Пантелей Чмелев, закрасневшись так, словно бодягой в этот промежуток щеки натер, залпом выпалил все, вычитанное за неделю из газет, потом тихо и скромно прибавил немного своего, и это бедное свое стоило гораздо больше всего прежде сказанного им. Мужики внимали, но, стыдясь искренних глаз Чмелева, скрывали свое вниманье смехом.
– Мужик, а петушисто язык подвязан! – восхитился Савелий, толкая сына в бок.
– И какую ты кашу ешь, что ты такой умный! – крикнул Лука Бегунов.
– Про Марсию валяй! – крикнул дядя Лаврен, стоя невдалеке от наезжего гостя, и, заметив удивленный взгляд его, объяснил охотно: – Он все про Марсию нас убеждает, будто и там люди живут... А мы ему не верим; этого и у нас, думаем, вполне хватает, чтоб еще на небо такое же сажать!
– А верно, хвати-ко про Марсию! – посоветовал и сам черный Гарасим, копаясь огромным пальцем в бороде и высматривая исподлобья.
За Чмелевым вслед влез на табуретку Васятка Лызлов. Но он так разбрыкался в первые же пять минут, что казалось – вот-вот из себя выскочит и полетит. Отец взял его сзади за рубаху и, стащив с табуретки, попридержал малость, пока не улегся Васяткин пыл.
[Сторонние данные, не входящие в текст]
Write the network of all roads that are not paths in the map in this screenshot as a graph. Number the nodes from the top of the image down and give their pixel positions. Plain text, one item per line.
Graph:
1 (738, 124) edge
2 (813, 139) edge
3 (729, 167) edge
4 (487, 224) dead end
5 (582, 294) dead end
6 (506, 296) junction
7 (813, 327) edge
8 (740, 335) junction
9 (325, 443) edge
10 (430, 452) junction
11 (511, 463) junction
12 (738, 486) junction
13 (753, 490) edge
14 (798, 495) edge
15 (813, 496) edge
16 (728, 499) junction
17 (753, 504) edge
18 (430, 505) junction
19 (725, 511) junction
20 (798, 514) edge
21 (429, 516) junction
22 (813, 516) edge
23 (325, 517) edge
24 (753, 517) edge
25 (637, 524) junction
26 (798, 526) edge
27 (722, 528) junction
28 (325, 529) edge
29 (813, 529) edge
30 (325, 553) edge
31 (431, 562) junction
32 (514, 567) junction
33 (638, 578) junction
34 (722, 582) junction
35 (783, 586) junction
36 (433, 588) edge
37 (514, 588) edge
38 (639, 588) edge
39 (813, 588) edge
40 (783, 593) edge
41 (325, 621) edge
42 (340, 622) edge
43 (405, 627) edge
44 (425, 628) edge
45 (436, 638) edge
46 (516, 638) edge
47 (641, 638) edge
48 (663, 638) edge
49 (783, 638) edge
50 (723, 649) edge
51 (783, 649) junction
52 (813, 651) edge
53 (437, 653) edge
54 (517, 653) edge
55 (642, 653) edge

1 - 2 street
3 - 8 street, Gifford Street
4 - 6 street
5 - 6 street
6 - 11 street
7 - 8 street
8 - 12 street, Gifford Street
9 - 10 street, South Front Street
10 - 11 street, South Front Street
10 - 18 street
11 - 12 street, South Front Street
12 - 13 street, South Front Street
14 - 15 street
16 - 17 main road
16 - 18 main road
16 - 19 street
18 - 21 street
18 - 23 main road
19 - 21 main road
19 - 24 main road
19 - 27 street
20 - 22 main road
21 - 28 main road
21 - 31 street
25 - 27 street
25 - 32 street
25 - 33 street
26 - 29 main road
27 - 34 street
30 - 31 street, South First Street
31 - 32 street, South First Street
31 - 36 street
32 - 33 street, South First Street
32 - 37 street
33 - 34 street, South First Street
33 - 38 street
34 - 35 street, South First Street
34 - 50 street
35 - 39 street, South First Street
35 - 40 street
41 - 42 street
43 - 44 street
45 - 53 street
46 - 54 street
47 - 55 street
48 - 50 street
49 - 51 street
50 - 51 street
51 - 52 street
И тотчас же после этого объявил Лызлов-старший, что будет говорить наезжий в Воры гость, уездный продкомиссар!
Все еще широко улыбаясь над Васяткиной неудачей, гость стал говорить не влезая на табуретку. И с первого же его слова оборвалась веселость у мужиков. Бороды помрачнели, безбородые насупились, сдвигаясь тесным кольцом.
– ...про разверстку будет говорить, – предупредил шопотом кто-то кого-то, но сообщение это мигом разраслось в шум, и шум этот почти мгновенно докатился до самых краев сельской площади.
Наезжий, оказавшийся и в самом деле уездным продкомиссаром, в подтверждение чего Муруков издали показал мужикам бумагу, припечатанную не однажды серпом и молотом, не Чмелевского нрава был человек. Говоря, он все время сбивался с сухого тона на какой-то искренний, открытый, и тогда кидал слова сотнями, как одуванчик семена на ветер, в слепой надежде, что хоть одно процветет. Мужики видели, что порой продкомиссар вдруг останавливался на полуслове, точно вспоминал какой-то наказ, и начинал говорить по-иному, – слова начинал отсчитывать резко и четко, как бусы на нитке. Лицо его тогда из бледного становилась красным, и глаза, усталые как бы после тысячи бессонных ночей, начинали виновато моргать. Если Чмелев любил поиграть непонятным словом, как ребенок играет с незнакомой игрушкой, этот теперь расставлял слова, как солдат перед боем.
– ...пути-де к победам трудами выщебенены. Голодает-де рабочий, брат и сын ваш. Люди злые, в трудовой правде неправые, хотят ядовитым зубом взять нас, идут полчищами, несут смерть. Красная-де армия разута и раздета, хлеба у мужика просит. «Дай хлеба, братишка! Отвоюем – отработаем, один у нас с тобой кошель!..» Хлеб нужен. Не будет хлеба – мрак будет. Мрак будет – мор будет. А там и предел всякой гибели: воссядет вновь на мужиковскую спину всякая явная и неявная насекомая тля...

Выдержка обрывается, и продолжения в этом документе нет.